An indication that Guest Editors understand that guest editor-authored research paper submissions will no longer be accepted. (JSAC encourages guest editor-authored tutorial and overview papers.)
The two essential ingredients of a successful issue of J-SAC are a timely topic and Guest Editors who are willing and able to develop the proposed topic. Each issue of J-SAC will include between 8 and 20 papers. The Guest Editor is responsible for developing an editorial which establishes the perspective of the issue and introduces the papers. This editorial is the first item in the issue. If appropriate, a tutorial paper should be included in the issue, which overviews the subject area of the issue and places the global theoretical and/or implementation techniques in proper perspective. (If such a tutorial paper is deemed appropriate, it should be remembered that tutorial papers must be especially well written, must accurately cite previously published papers, and must contain a reasonably complete bibliography. They must also go through a review process.)
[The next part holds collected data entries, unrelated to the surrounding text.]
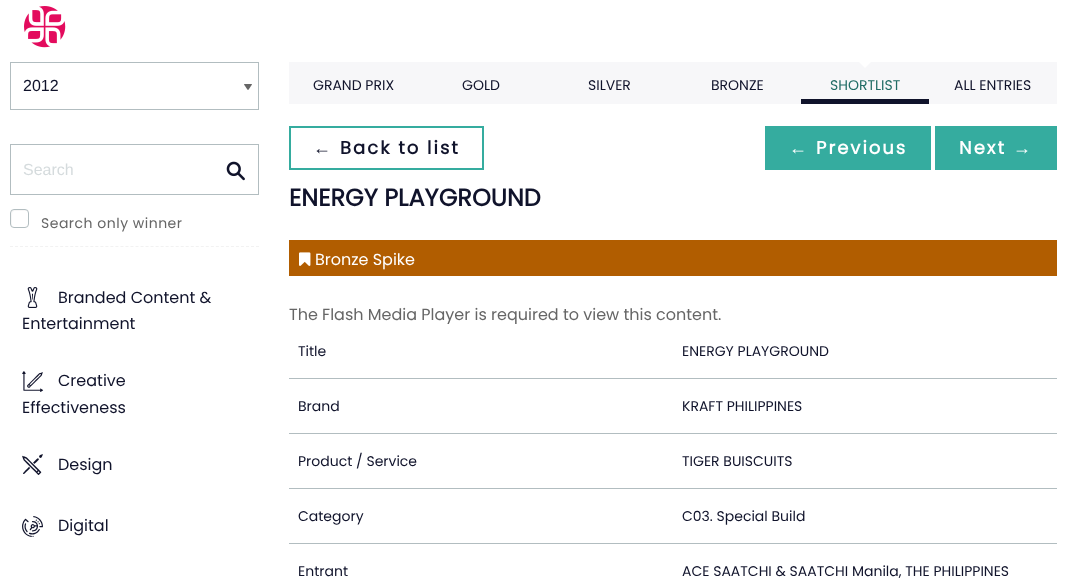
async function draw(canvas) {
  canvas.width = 1077
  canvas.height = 586
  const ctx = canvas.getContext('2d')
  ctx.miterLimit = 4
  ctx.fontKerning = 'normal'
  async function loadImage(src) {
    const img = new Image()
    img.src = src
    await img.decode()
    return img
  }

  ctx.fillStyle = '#fff'
  ctx.fillRect(0, 0, 1077, 586)
  ctx.drawImage(await loadImage('image0.png'), 24, 6, 42, 42)
  ctx.strokeStyle = '#b2bdc0'
  ctx.strokeRect(10.5, 62.5, 248, 47)
  ctx.font = '16px Liberation Sans'
  ctx.fillStyle = '#10132b'
  ctx.fillText('2012', 23, 91)
  ctx.font = '8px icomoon'
  ctx.fillStyle = '#666'
  ctx.save()
  ctx.translate(244, 83)
  ctx.rotate(90 * Math.PI / 180)
  ctx.fillText('9', 0, 0)
  ctx.restore()
  ctx.beginPath()
  ctx.moveTo(10, 246.5)
  ctx.lineTo(259, 246.5)
  ctx.strokeStyle = '#f2f2f2'
  ctx.setLineDash([3, 2.02])
  ctx.stroke()
  ctx.strokeStyle = '#b2bdc0'
  ctx.setLineDash([])
  ctx.strokeRect(10.5, 144.5, 248, 50)
  ctx.font = '16px Liberation Sans'
  ctx.fillStyle = '#d5dbdd'
  ctx.fillText('Search', 23, 175)
  ctx.drawImage(await loadImage('image1.png'), 226, 161, 19, 20)
  ctx.fillStyle = '#f7f7f7'
  ctx.beginPath()
  ctx.moveTo(15, 211)
  ctx.lineTo(27.5, 211)
  ctx.bezierCurveTo(26, 209.5, 23, 210, 21.5, 210)
  ctx.bezierCurveTo(10, 210, 11, 209, 11, 220.5)
  ctx.bezierCurveTo(11, 222.5, 10.5, 225, 12.5, 226.5)
  ctx.bezierCurveTo(11.5, 225, 12, 214, 12.5, 212.5)
  ctx.bezierCurveTo(13, 211.5, 14, 211, 15, 211)
  ctx.closePath()
  ctx.fill()
  ctx.beginPath()
  ctx.roundRect(10.5, 209.5, 18, 18, 3.5)
  ctx.stroke()
  ctx.letterSpacing = '0.5px'
  ctx.font = '14px Poppins'
  ctx.fillStyle = '#666'
  ctx.fillText('Search only winner', 41, 228)
  ctx.drawImage(await loadImage('image2.png'), 27, 287, 11, 21)
  ctx.letterSpacing = '0px'
  ctx.font = '16px Poppins'
  ctx.fillStyle = '#10132b'
  ctx.fillText('Branded Content &', 58, 303)
  ctx.fillText('Entertainment', 22, 329)
  ctx.font = '21px icomoon'
  ctx.fillText('\'', 22, 392)
  ctx.font = '16px Poppins'
  ctx.fillText('Creative', 58, 386)
  ctx.fillText('Effectiveness', 22, 413)
  ctx.font = '21px icomoon'
  ctx.fillText(')', 22, 475)
  ctx.font = '16px Poppins'
  ctx.fillText('Design', 58, 470)
  ctx.font = '21px icomoon'
  ctx.fillText('(', 22, 537)
  ctx.font = '16px Poppins'
  ctx.fillText('Digital', 58, 531)
  ctx.fillStyle = '#f7f7f9'
  ctx.fillRect(289, 62, 768, 42)
  ctx.font = '14px Poppins'
  ctx.fillStyle = '#10132b'
  ctx.fillText('GRAND PRIX', 313, 90)
  ctx.fillText('GOLD', 462, 90)
  ctx.fillText('SILVER', 588, 90)
  ctx.fillText('BRONZE', 711, 90)
  ctx.fillRect(801, 99, 128, 5)
  ctx.fillStyle = '#fff'
  ctx.beginPath()
  ctx.moveTo(859, 62)
  ctx.lineTo(871, 62)
  ctx.lineTo(865, 68)
  ctx.closePath()
  ctx.fill()
  ctx.fillStyle = '#206c65'
  ctx.fillText('SHORTLIST', 830, 90)
  ctx.fillStyle = '#10132b'
  ctx.fillText('ALL ENTRIES', 954, 90)
  ctx.strokeStyle = '#35ac9f'
  ctx.lineWidth = 2
  ctx.strokeRect(290, 127, 193, 42)
  ctx.letterSpacing = '2px'
  ctx.font = 'bold 18px Liberation Sans'
  ctx.fillText('←', 313, 154)
  ctx.font = 'bold 18px Poppins'
  ctx.fillText('Back to list', 340, 154)
  ctx.fillStyle = '#35ac9f'
  ctx.fillRect(765, 126, 166, 44)
  ctx.font = 'bold 18px Liberation Sans'
  ctx.fillStyle = '#fff'
  ctx.fillText('←', 789, 154)
  ctx.font = 'bold 18px Poppins'
  ctx.fillText('Previous', 816, 154)
  ctx.fillStyle = '#35ac9f'
  ctx.fillRect(935, 126, 122, 44)
  ctx.fillStyle = '#fff'
  ctx.fillText('Next', 959, 154)
  ctx.font = 'bold 18px Liberation Sans'
  ctx.fillText('→', 1013, 154)
  ctx.letterSpacing = '0px'
  ctx.font = 'bold 24px Poppins'
  ctx.fillStyle = '#10132b'
  ctx.fillText('ENERGY PLAYGROUND', 289, 206)
  ctx.fillStyle = '#b15d00'
  ctx.fillRect(289, 240, 768, 36)
  ctx.drawImage(await loadImage('image3.png'), 299, 252, 12, 14)
  ctx.font = '16px Poppins'
  ctx.fillStyle = '#fff'
  ctx.fillText('Bronze Spike', 315, 265)
  ctx.fillStyle = '#666'
  ctx.fillText('The Flash Media Player is required to view this content.', 289, 320)
  ctx.fillStyle = '#fff'
  ctx.fillRect(447, 324, 70, 1)
  ctx.font = '14px Poppins'
  ctx.fillStyle = '#10132b'
  ctx.fillText('Title', 298, 356)
  ctx.fillText('ENERGY PLAYGROUND', 682, 356)
  ctx.fillStyle = '#b2bdc0'
  ctx.fillRect(289, 378, 768, 1)
  ctx.fillStyle = '#10132b'
  ctx.fillText('Brand', 298, 411)
  ctx.fillText('KRAFT PHILIPPINES', 682, 411)
  ctx.fillStyle = '#b2bdc0'
  ctx.fillRect(289, 433, 768, 1)
  ctx.fillStyle = '#10132b'
  ctx.fillText('Product / Service', 298, 466)
  ctx.fillText('TIGER BUISCUITS', 682, 466)
  ctx.fillStyle = '#b2bdc0'
  ctx.fillRect(289, 488, 768, 1)
  ctx.fillStyle = '#10132b'
  ctx.fillText('Category', 298, 521)
  ctx.fillText('C03. Special Build', 682, 521)
  ctx.fillStyle = '#b2bdc0'
  ctx.fillRect(289, 543, 768, 1)
  ctx.fillStyle = '#10132b'
  ctx.fillText('Entrant', 298, 576)
  ctx.fillText('ACE SAATCHI & SAATCHI Manila, THE PHILIPPINES', 682, 576)
}

draw(document.querySelector('canvas'))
Duties of the Guest Editor
After approval of a proposal, the first duty of the Guest Editors is to establish a tentative publication schedule with the J-SAC Executive Editor. The normal lead time is 18-24 months.
The next duty of the Guest Editors is the extremely important task of paper solicitation and review. In addition to the solicitation process identified by the Guest Editors, it is important that a call-for-papers be published in the publications of the Communications Society since without a call-for-papers many Communications Society members will not have access to the issue. The Call for Papers is prepared by the Guest Editors and briefly describes the topics to be addressed and identifies all deadlines associated with publication of the issue.
The Guest Editors are in charge of the review process and make the important decisions on which papers are to be published. The J-SAC Senior Editors are available for consultation. The Guest Editors conduct all correspondence with the authors and oversee all revisions required or suggested by the reviewers. The Guest Editors notify the authors of accepted papers, that exceed the guidelines, that their paper may be longer than the 8-page limit and thus may accrue over-length page charges.
Disposition of the Proposal
All proposals should be submitted to the J-SAC Editor-in-Chief. The J-SAC Editorial Board will make every attempt to arrive at a timely decision on the proposal, and the proposer will be notified of the Editors' decision. At that time a J-SAC Senior Editor will be assigned to work with the Guest Editors on development of the issue. If a proposer has questions on the development of the proposal, or needs help in some part of the process, they are invited to contact any of the J-SAC Editors.
Submitting a Paper to Your Own Issue
JSAC encourages tutorial and overview papers authored by guest editors. There will no longer be guest editor-authored research paper submissions. The review process for tutorial and overview papers will be managed by the issue's mentor or another senior editor.